### YOUR INSTRUCTIONS
Copy out every entry precisely.

### RECORDS SHOWN
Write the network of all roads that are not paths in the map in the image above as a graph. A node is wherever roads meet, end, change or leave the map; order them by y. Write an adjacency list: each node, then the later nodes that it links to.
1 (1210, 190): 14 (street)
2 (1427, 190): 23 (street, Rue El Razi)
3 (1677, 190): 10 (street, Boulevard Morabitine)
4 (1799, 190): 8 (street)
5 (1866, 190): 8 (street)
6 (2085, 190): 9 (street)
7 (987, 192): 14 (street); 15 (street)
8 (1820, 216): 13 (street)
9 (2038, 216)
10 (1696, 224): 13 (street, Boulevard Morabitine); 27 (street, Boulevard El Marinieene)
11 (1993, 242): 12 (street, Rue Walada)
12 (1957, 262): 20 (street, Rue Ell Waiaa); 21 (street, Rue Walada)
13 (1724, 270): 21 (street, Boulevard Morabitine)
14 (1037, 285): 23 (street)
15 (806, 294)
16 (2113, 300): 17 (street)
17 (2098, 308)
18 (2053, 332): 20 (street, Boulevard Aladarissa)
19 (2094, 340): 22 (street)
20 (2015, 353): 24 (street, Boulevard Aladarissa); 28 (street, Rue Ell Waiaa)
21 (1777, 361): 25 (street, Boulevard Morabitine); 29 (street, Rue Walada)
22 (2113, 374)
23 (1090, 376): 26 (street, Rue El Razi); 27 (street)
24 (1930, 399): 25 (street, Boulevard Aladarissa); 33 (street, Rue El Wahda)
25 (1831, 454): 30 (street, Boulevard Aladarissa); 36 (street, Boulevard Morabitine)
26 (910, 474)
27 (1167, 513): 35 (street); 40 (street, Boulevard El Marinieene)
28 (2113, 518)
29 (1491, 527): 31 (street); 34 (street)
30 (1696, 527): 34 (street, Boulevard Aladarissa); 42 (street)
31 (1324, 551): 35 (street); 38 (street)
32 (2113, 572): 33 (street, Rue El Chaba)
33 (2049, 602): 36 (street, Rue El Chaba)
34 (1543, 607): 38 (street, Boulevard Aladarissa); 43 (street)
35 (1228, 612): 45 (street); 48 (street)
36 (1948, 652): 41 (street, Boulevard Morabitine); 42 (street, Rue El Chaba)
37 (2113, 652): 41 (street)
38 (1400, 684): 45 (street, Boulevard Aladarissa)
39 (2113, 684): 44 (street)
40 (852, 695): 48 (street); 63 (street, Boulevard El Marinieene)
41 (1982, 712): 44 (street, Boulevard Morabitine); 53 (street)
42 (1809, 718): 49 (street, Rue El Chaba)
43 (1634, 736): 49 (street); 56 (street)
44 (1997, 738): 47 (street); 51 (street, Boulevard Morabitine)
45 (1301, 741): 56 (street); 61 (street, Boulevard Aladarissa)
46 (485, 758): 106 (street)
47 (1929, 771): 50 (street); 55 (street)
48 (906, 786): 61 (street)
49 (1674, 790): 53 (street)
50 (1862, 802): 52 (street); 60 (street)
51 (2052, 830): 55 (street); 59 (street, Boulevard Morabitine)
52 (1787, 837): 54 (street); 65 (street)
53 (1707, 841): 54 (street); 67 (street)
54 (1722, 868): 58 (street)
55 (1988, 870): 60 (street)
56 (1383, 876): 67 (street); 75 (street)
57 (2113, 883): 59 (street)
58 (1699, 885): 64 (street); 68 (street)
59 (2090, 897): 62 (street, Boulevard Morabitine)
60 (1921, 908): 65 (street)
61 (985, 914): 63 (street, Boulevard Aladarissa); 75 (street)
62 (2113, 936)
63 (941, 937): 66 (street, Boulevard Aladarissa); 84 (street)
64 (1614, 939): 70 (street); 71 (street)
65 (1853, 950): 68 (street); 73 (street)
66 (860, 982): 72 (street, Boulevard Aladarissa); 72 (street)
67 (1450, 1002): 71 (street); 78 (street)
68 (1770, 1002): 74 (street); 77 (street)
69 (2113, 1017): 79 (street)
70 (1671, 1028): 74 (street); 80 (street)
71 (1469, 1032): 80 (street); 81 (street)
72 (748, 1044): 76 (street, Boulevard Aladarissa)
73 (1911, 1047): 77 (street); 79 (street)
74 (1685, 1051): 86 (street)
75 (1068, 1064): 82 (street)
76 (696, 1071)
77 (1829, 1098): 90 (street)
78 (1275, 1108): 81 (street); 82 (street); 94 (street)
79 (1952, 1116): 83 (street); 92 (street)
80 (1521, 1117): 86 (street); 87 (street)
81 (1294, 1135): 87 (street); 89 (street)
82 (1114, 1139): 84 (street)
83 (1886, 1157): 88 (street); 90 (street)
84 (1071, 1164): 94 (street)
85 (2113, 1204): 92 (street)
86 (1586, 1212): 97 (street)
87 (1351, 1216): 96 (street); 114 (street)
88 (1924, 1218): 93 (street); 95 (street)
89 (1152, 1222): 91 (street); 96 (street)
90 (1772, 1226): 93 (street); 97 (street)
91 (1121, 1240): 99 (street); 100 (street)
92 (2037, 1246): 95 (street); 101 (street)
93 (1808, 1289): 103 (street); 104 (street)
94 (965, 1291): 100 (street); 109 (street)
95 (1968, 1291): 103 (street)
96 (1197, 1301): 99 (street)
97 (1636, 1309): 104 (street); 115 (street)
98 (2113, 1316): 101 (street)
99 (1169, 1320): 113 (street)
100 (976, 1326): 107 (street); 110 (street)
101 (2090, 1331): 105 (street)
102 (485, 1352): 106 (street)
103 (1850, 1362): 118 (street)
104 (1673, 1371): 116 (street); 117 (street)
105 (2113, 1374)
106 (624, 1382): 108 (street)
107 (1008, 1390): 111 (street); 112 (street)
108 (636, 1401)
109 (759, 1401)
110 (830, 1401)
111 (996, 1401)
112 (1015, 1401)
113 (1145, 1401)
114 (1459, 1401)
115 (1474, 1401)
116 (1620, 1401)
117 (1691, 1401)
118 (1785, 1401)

### WRITTEN RESPONSE
Write the network of all roads that are not paths in the map in the image above as a graph. A node is wherever roads meet, end, change or leave the map; order them by y. Write an adjacency list: each node, then the later nodes that it links to.
1 (1210, 190): 14 (street)
2 (1427, 190): 23 (street, Rue El Razi)
3 (1677, 190): 10 (street, Boulevard Morabitine)
4 (1799, 190): 8 (street)
5 (1866, 190): 8 (street)
6 (2085, 190): 9 (street)
7 (987, 192): 14 (street); 15 (street)
8 (1820, 216): 13 (street)
9 (2038, 216)
10 (1696, 224): 13 (street, Boulevard Morabitine); 27 (street, Boulevard El Marinieene)
11 (1993, 242): 12 (street, Rue Walada)
12 (1957, 262): 20 (street, Rue Ell Waiaa); 21 (street, Rue Walada)
13 (1724, 270): 21 (street, Boulevard Morabitine)
14 (1037, 285): 23 (street)
15 (806, 294)
16 (2113, 300): 17 (street)
17 (2098, 308)
18 (2053, 332): 20 (street, Boulevard Aladarissa)
19 (2094, 340): 22 (street)
20 (2015, 353): 24 (street, Boulevard Aladarissa); 28 (street, Rue Ell Waiaa)
21 (1777, 361): 25 (street, Boulevard Morabitine); 29 (street, Rue Walada)
22 (2113, 374)
23 (1090, 376): 26 (street, Rue El Razi); 27 (street)
24 (1930, 399): 25 (street, Boulevard Aladarissa); 33 (street, Rue El Wahda)
25 (1831, 454): 30 (street, Boulevard Aladarissa); 36 (street, Boulevard Morabitine)
26 (910, 474)
27 (1167, 513): 35 (street); 40 (street, Boulevard El Marinieene)
28 (2113, 518)
29 (1491, 527): 31 (street); 34 (street)
30 (1696, 527): 34 (street, Boulevard Aladarissa); 42 (street)
31 (1324, 551): 35 (street); 38 (street)
32 (2113, 572): 33 (street, Rue El Chaba)
33 (2049, 602): 36 (street, Rue El Chaba)
34 (1543, 607): 38 (street, Boulevard Aladarissa); 43 (street)
35 (1228, 612): 45 (street); 48 (street)
36 (1948, 652): 41 (street, Boulevard Morabitine); 42 (street, Rue El Chaba)
37 (2113, 652): 41 (street)
38 (1400, 684): 45 (street, Boulevard Aladarissa)
39 (2113, 684): 44 (street)
40 (852, 695): 48 (street); 63 (street, Boulevard El Marinieene)
41 (1982, 712): 44 (street, Boulevard Morabitine); 53 (street)
42 (1809, 718): 49 (street, Rue El Chaba)
43 (1634, 736): 49 (street); 56 (street)
44 (1997, 738): 47 (street); 51 (street, Boulevard Morabitine)
45 (1301, 741): 56 (street); 61 (street, Boulevard Aladarissa)
46 (485, 758): 106 (street)
47 (1929, 771): 50 (street); 55 (street)
48 (906, 786): 61 (street)
49 (1674, 790): 53 (street)
50 (1862, 802): 52 (street); 60 (street)
51 (2052, 830): 55 (street); 59 (street, Boulevard Morabitine)
52 (1787, 837): 54 (street); 65 (street)
53 (1707, 841): 54 (street); 67 (street)
54 (1722, 868): 58 (street)
55 (1988, 870): 60 (street)
56 (1383, 876): 67 (street); 75 (street)
57 (2113, 883): 59 (street)
58 (1699, 885): 64 (street); 68 (street)
59 (2090, 897): 62 (street, Boulevard Morabitine)
60 (1921, 908): 65 (street)
61 (985, 914): 63 (street, Boulevard Aladarissa); 75 (street)
62 (2113, 936)
63 (941, 937): 66 (street, Boulevard Aladarissa); 84 (street)
64 (1614, 939): 70 (street); 71 (street)
65 (1853, 950): 68 (street); 73 (street)
66 (860, 982): 72 (street, Boulevard Aladarissa); 72 (street)
67 (1450, 1002): 71 (street); 78 (street)
68 (1770, 1002): 74 (street); 77 (street)
69 (2113, 1017): 79 (street)
70 (1671, 1028): 74 (street); 80 (street)
71 (1469, 1032): 80 (street); 81 (street)
72 (748, 1044): 76 (street, Boulevard Aladarissa)
73 (1911, 1047): 77 (street); 79 (street)
74 (1685, 1051): 86 (street)
75 (1068, 1064): 82 (street)
76 (696, 1071)
77 (1829, 1098): 90 (street)
78 (1275, 1108): 81 (street); 82 (street); 94 (street)
79 (1952, 1116): 83 (street); 92 (street)
80 (1521, 1117): 86 (street); 87 (street)
81 (1294, 1135): 87 (street); 89 (street)
82 (1114, 1139): 84 (street)
83 (1886, 1157): 88 (street); 90 (street)
84 (1071, 1164): 94 (street)
85 (2113, 1204): 92 (street)
86 (1586, 1212): 97 (street)
87 (1351, 1216): 96 (street); 114 (street)
88 (1924, 1218): 93 (street); 95 (street)
89 (1152, 1222): 91 (street); 96 (street)
90 (1772, 1226): 93 (street); 97 (street)
91 (1121, 1240): 99 (street); 100 (street)
92 (2037, 1246): 95 (street); 101 (street)
93 (1808, 1289): 103 (street); 104 (street)
94 (965, 1291): 100 (street); 109 (street)
95 (1968, 1291): 103 (street)
96 (1197, 1301): 99 (street)
97 (1636, 1309): 104 (street); 115 (street)
98 (2113, 1316): 101 (street)
99 (1169, 1320): 113 (street)
100 (976, 1326): 107 (street); 110 (street)
101 (2090, 1331): 105 (street)
102 (485, 1352): 106 (street)
103 (1850, 1362): 118 (street)
104 (1673, 1371): 116 (street); 117 (street)
105 (2113, 1374)
106 (624, 1382): 108 (street)
107 (1008, 1390): 111 (street); 112 (street)
108 (636, 1401)
109 (759, 1401)
110 (830, 1401)
111 (996, 1401)
112 (1015, 1401)
113 (1145, 1401)
114 (1459, 1401)
115 (1474, 1401)
116 (1620, 1401)
117 (1691, 1401)
118 (1785, 1401)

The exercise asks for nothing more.